What to work on: What is needed here is each entry reproduced exactly, without its pictures.

(Saved entries)
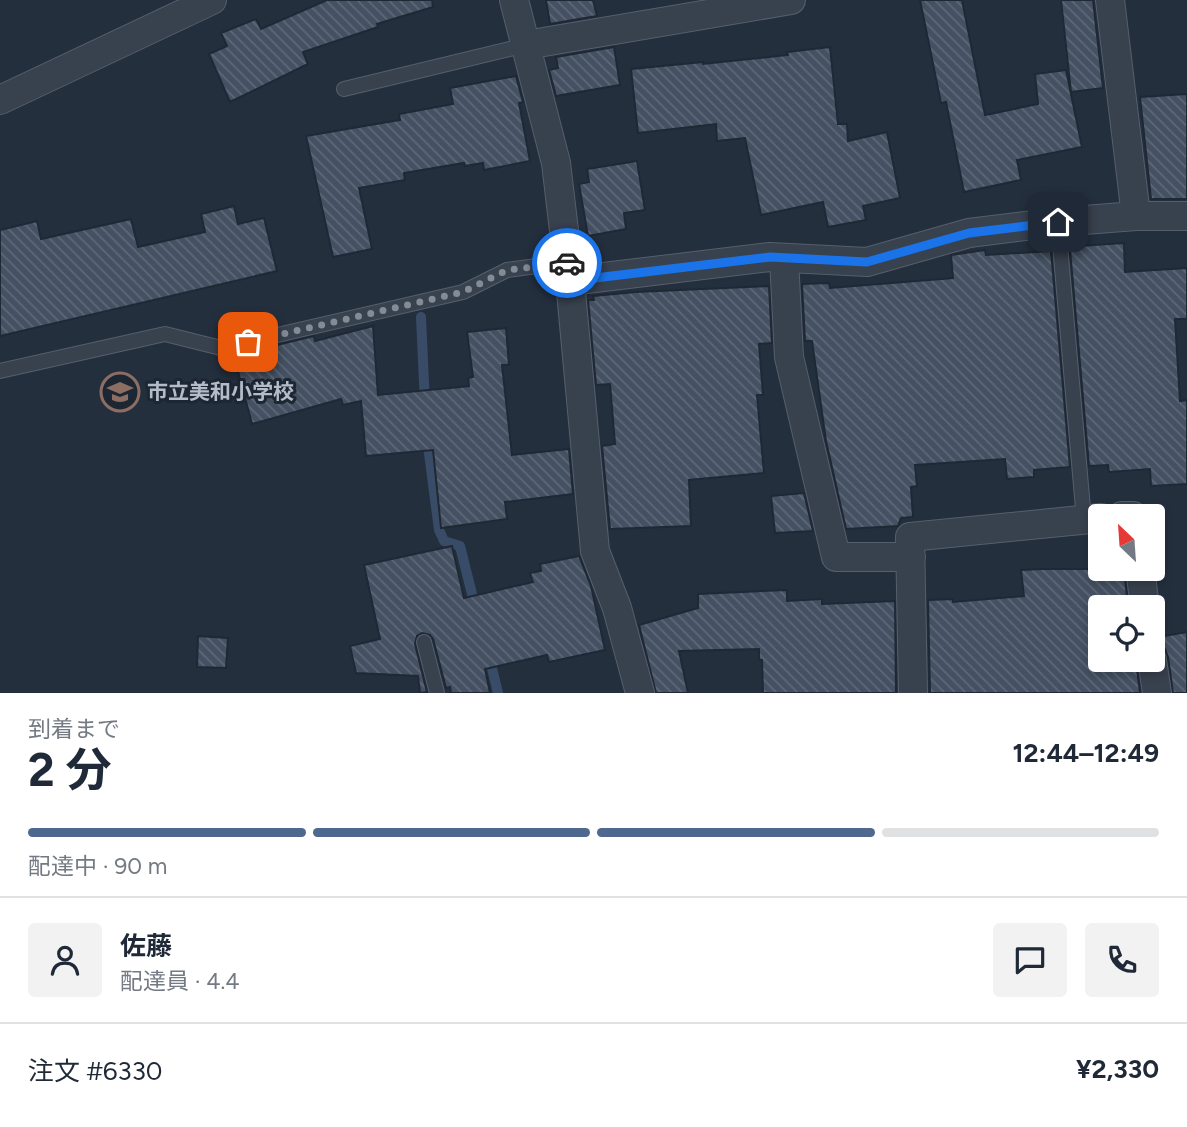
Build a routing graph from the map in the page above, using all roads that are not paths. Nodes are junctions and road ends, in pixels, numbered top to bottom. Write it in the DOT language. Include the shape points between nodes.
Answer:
graph roads {
  1 [pos="212,0"];
  2 [pos="514,0"];
  3 [pos="791,0"];
  4 [pos="1110,0"];
  5 [pos="526,44"];
  6 [pos="344,89"];
  7 [pos="0,100"];
  8 [pos="1136,216"];
  9 [pos="1187,216"];
  10 [pos="1058,222"];
  11 [pos="785,258"];
  12 [pos="569,272"];
  13 [pos="0,371"];
  14 [pos="1090,504"];
  15 [pos="1088,519"];
  16 [pos="911,557"];
  17 [pos="424,642"];
  18 [pos="1154,672"];
  19 [pos="437,693"];
  20 [pos="640,693"];
  21 [pos="913,693"];
  22 [pos="1157,693"];
  1 -- 7 [label="street"];
  2 -- 5 [label="street"];
  3 -- 5 [label="street"];
  4 -- 8 [label="street"];
  5 -- 6 [label="lane"];
  5 -- 12 [label="street" via="556,163"];
  8 -- 9 [label="street"];
  8 -- 10 [label="street"];
  10 -- 11 [label="street" via="969,233 867,262"];
  10 -- 14 [label="lane"];
  11 -- 12 [label="street"];
  11 -- 16 [label="street" via="789,357 836,557"];
  12 -- 13 [label="lane" via="507,270 463,292 221,348 165,334"];
  12 -- 20 [label="street" via="595,551 617,608"];
  15 -- 16 [label="street" via="910,537"];
  16 -- 21 [label="street"];
  17 -- 19 [label="lane"];
  18 -- 22 [label="street"];
}
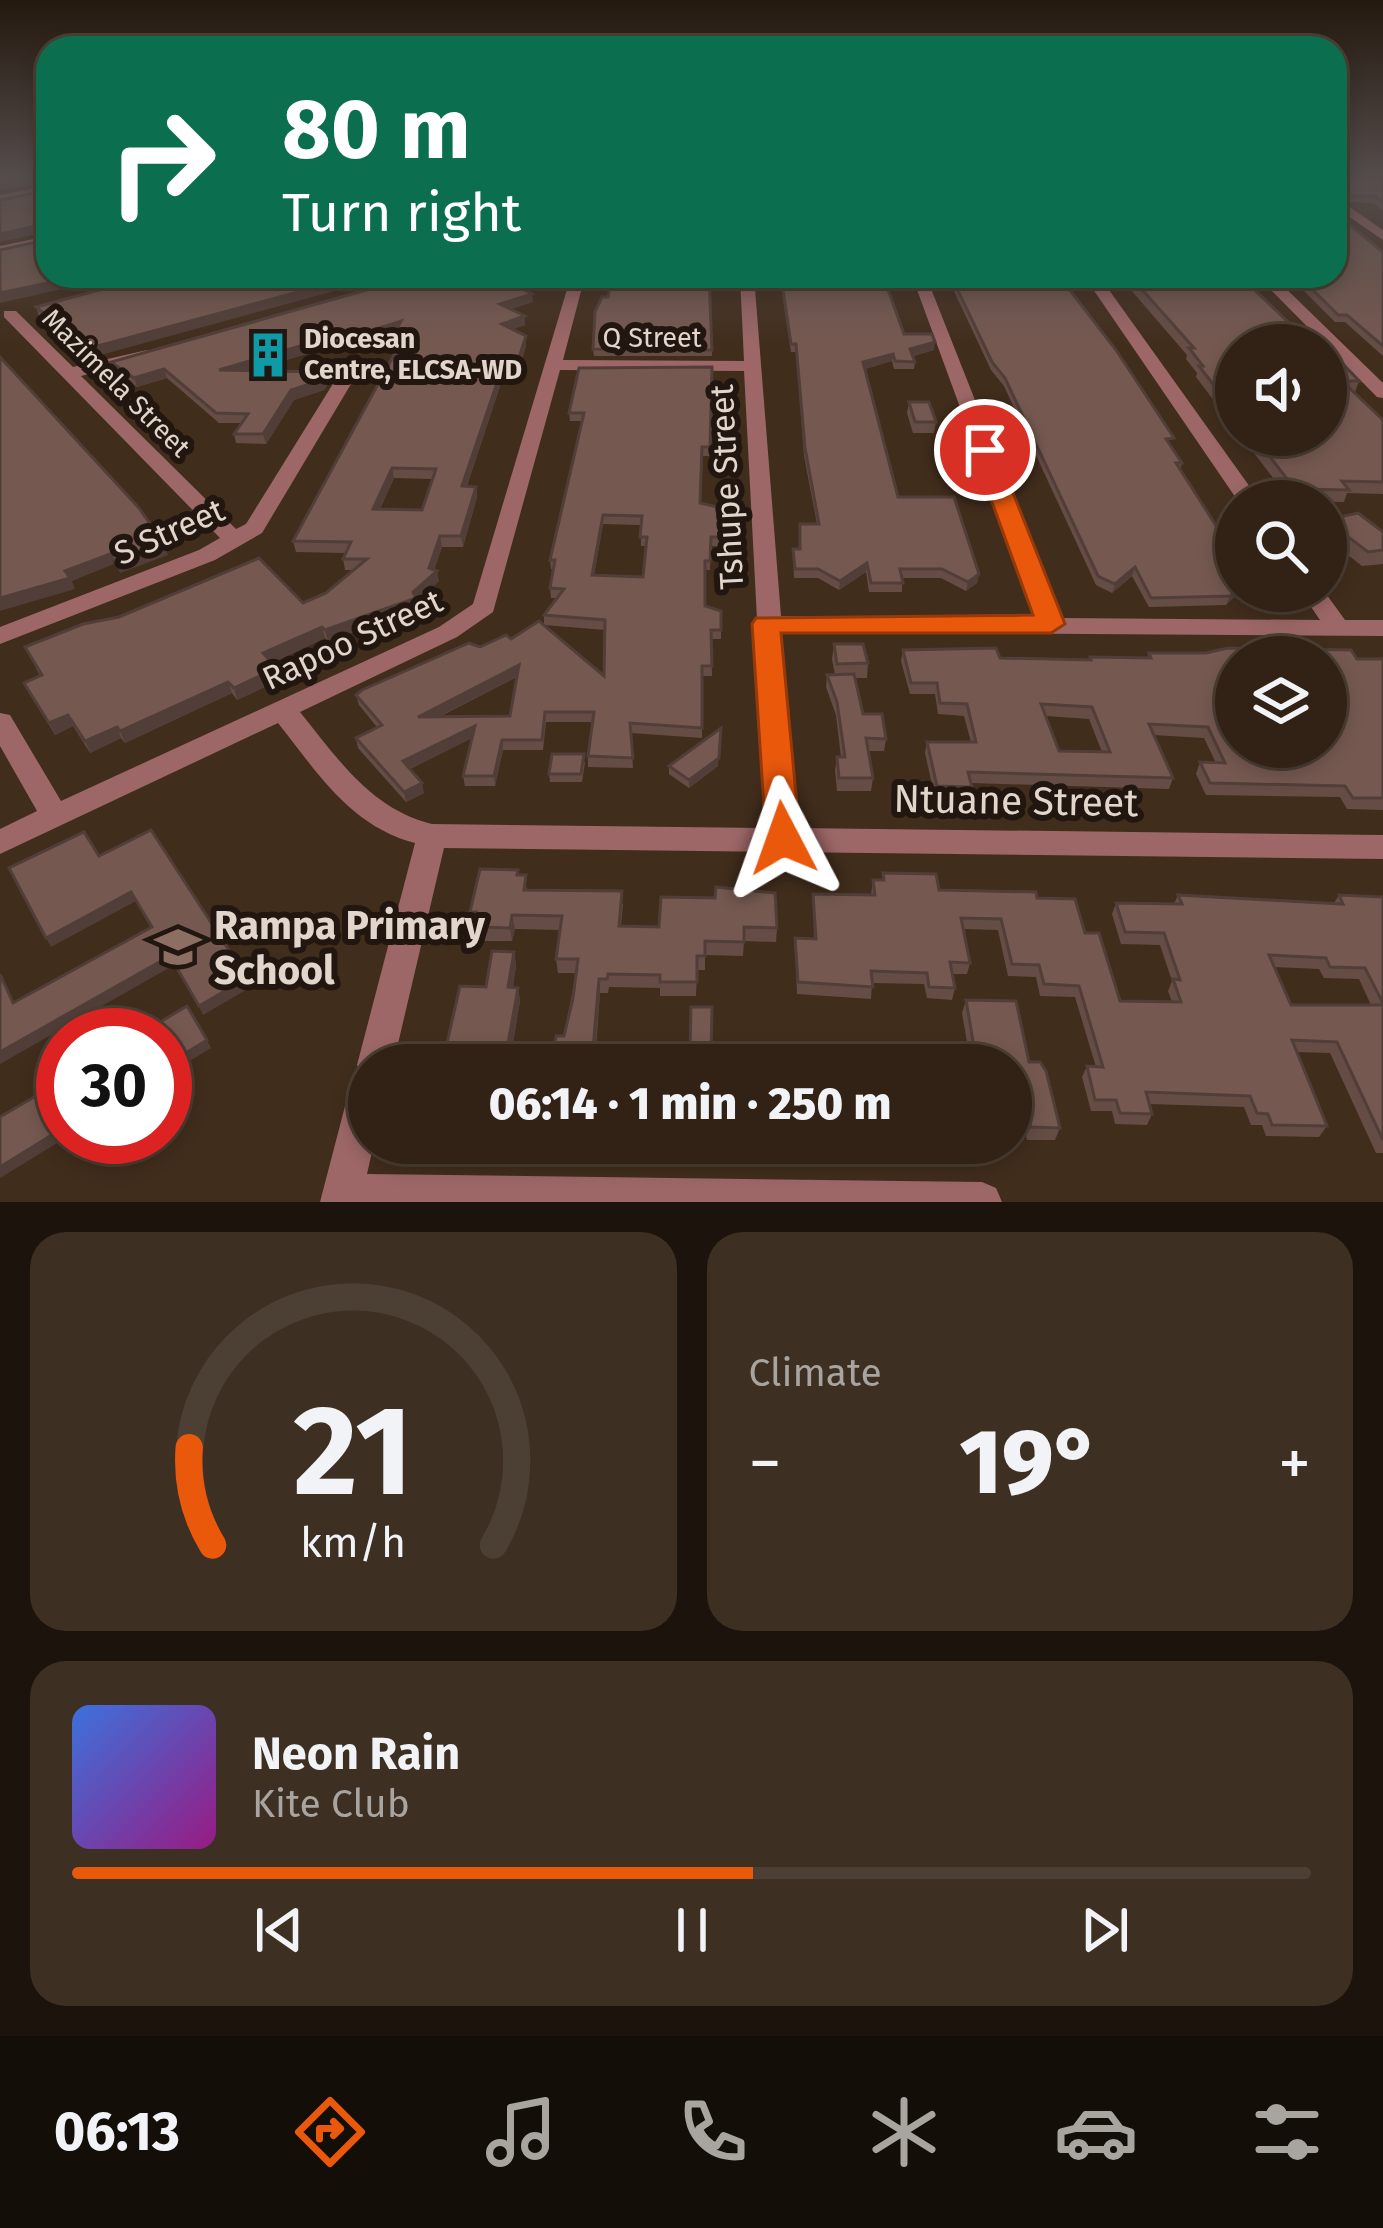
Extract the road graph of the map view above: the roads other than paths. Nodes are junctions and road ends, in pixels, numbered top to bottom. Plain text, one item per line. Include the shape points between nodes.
1 (36, 242) edge
2 (0, 250) edge
3 (574, 288) edge
4 (748, 288) edge
5 (924, 288) edge
6 (1099, 288) edge
7 (1276, 288) edge
8 (31, 309) edge
9 (5, 315) edge
10 (159, 349) edge
11 (348, 363) dead end
12 (552, 364) junction
13 (753, 366) junction
14 (68, 374) junction
15 (1383, 392) edge
16 (1234, 480) edge
17 (235, 541) junction
18 (1327, 612) edge
19 (766, 624) junction
20 (1051, 624) junction
21 (1338, 628) junction
22 (1383, 628) edge
23 (0, 636) edge
24 (282, 710) junction
25 (0, 722) edge
26 (55, 816) junction
27 (432, 836) junction
28 (783, 838) junction
29 (0, 842) edge
30 (1383, 848) edge
31 (380, 1044) edge
32 (350, 1164) edge
33 (341, 1198) edge
34 (982, 1202) edge

1 - 2 street
3 - 12 street, Rapoo Street
4 - 13 street, Tshupe Street
5 - 20 street
6 - 16 street
7 - 15 street
8 - 9 street
9 - 14 street, Mazimela Street
10 - 14 street
11 - 17 street, S Street via 265,514
12 - 13 street, Q Street
12 - 24 street, Rapoo Street via 484,607
13 - 19 street, Tshupe Street
14 - 17 street, Mazimela Street
17 - 23 street, S Street
18 - 21 street
19 - 20 street
19 - 28 street, Tshupe Street
20 - 21 street
21 - 22 street
24 - 26 street, Rapoo Street
24 - 27 street, Ntuane Street via 371,815 399,831
25 - 26 street
26 - 29 street, Rapoo Street
27 - 28 street, Ntuane Street
27 - 31 street
28 - 30 street, Ntuane Street
32 - 33 street
33 - 34 street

Reply:
Build a routing graph from the map in the page above, using all roads that are not paths. Nodes are junctions and road ends, in pixels, numbered top to bottom. Write it in the DOT language. Include the shape points between nodes.
Answer:
graph roads {
  1 [pos="212,0"];
  2 [pos="514,0"];
  3 [pos="791,0"];
  4 [pos="1110,0"];
  5 [pos="526,44"];
  6 [pos="344,89"];
  7 [pos="0,100"];
  8 [pos="1136,216"];
  9 [pos="1187,216"];
  10 [pos="1058,222"];
  11 [pos="785,258"];
  12 [pos="569,272"];
  13 [pos="0,371"];
  14 [pos="1090,504"];
  15 [pos="1088,519"];
  16 [pos="911,557"];
  17 [pos="424,642"];
  18 [pos="1154,672"];
  19 [pos="437,693"];
  20 [pos="640,693"];
  21 [pos="913,693"];
  22 [pos="1157,693"];
  1 -- 7 [label="street"];
  2 -- 5 [label="street"];
  3 -- 5 [label="street"];
  4 -- 8 [label="street"];
  5 -- 6 [label="lane"];
  5 -- 12 [label="street" via="556,163"];
  8 -- 9 [label="street"];
  8 -- 10 [label="street"];
  10 -- 11 [label="street" via="969,233 867,262"];
  10 -- 14 [label="lane"];
  11 -- 12 [label="street"];
  11 -- 16 [label="street" via="789,357 836,557"];
  12 -- 13 [label="lane" via="507,270 463,292 221,348 165,334"];
  12 -- 20 [label="street" via="595,551 617,608"];
  15 -- 16 [label="street" via="910,537"];
  16 -- 21 [label="street"];
  17 -- 19 [label="lane"];
  18 -- 22 [label="street"];
}
Extract the road graph of the map view above: the roads other than paths. Nodes are junctions and road ends, in pixels, numbered top to bottom. Plain text, one item per line. Include the shape points between nodes.
1 (36, 242) edge
2 (0, 250) edge
3 (574, 288) edge
4 (748, 288) edge
5 (924, 288) edge
6 (1099, 288) edge
7 (1276, 288) edge
8 (31, 309) edge
9 (5, 315) edge
10 (159, 349) edge
11 (348, 363) dead end
12 (552, 364) junction
13 (753, 366) junction
14 (68, 374) junction
15 (1383, 392) edge
16 (1234, 480) edge
17 (235, 541) junction
18 (1327, 612) edge
19 (766, 624) junction
20 (1051, 624) junction
21 (1338, 628) junction
22 (1383, 628) edge
23 (0, 636) edge
24 (282, 710) junction
25 (0, 722) edge
26 (55, 816) junction
27 (432, 836) junction
28 (783, 838) junction
29 (0, 842) edge
30 (1383, 848) edge
31 (380, 1044) edge
32 (350, 1164) edge
33 (341, 1198) edge
34 (982, 1202) edge

1 - 2 street
3 - 12 street, Rapoo Street
4 - 13 street, Tshupe Street
5 - 20 street
6 - 16 street
7 - 15 street
8 - 9 street
9 - 14 street, Mazimela Street
10 - 14 street
11 - 17 street, S Street via 265,514
12 - 13 street, Q Street
12 - 24 street, Rapoo Street via 484,607
13 - 19 street, Tshupe Street
14 - 17 street, Mazimela Street
17 - 23 street, S Street
18 - 21 street
19 - 20 street
19 - 28 street, Tshupe Street
20 - 21 street
21 - 22 street
24 - 26 street, Rapoo Street
24 - 27 street, Ntuane Street via 371,815 399,831
25 - 26 street
26 - 29 street, Rapoo Street
27 - 28 street, Ntuane Street
27 - 31 street
28 - 30 street, Ntuane Street
32 - 33 street
33 - 34 street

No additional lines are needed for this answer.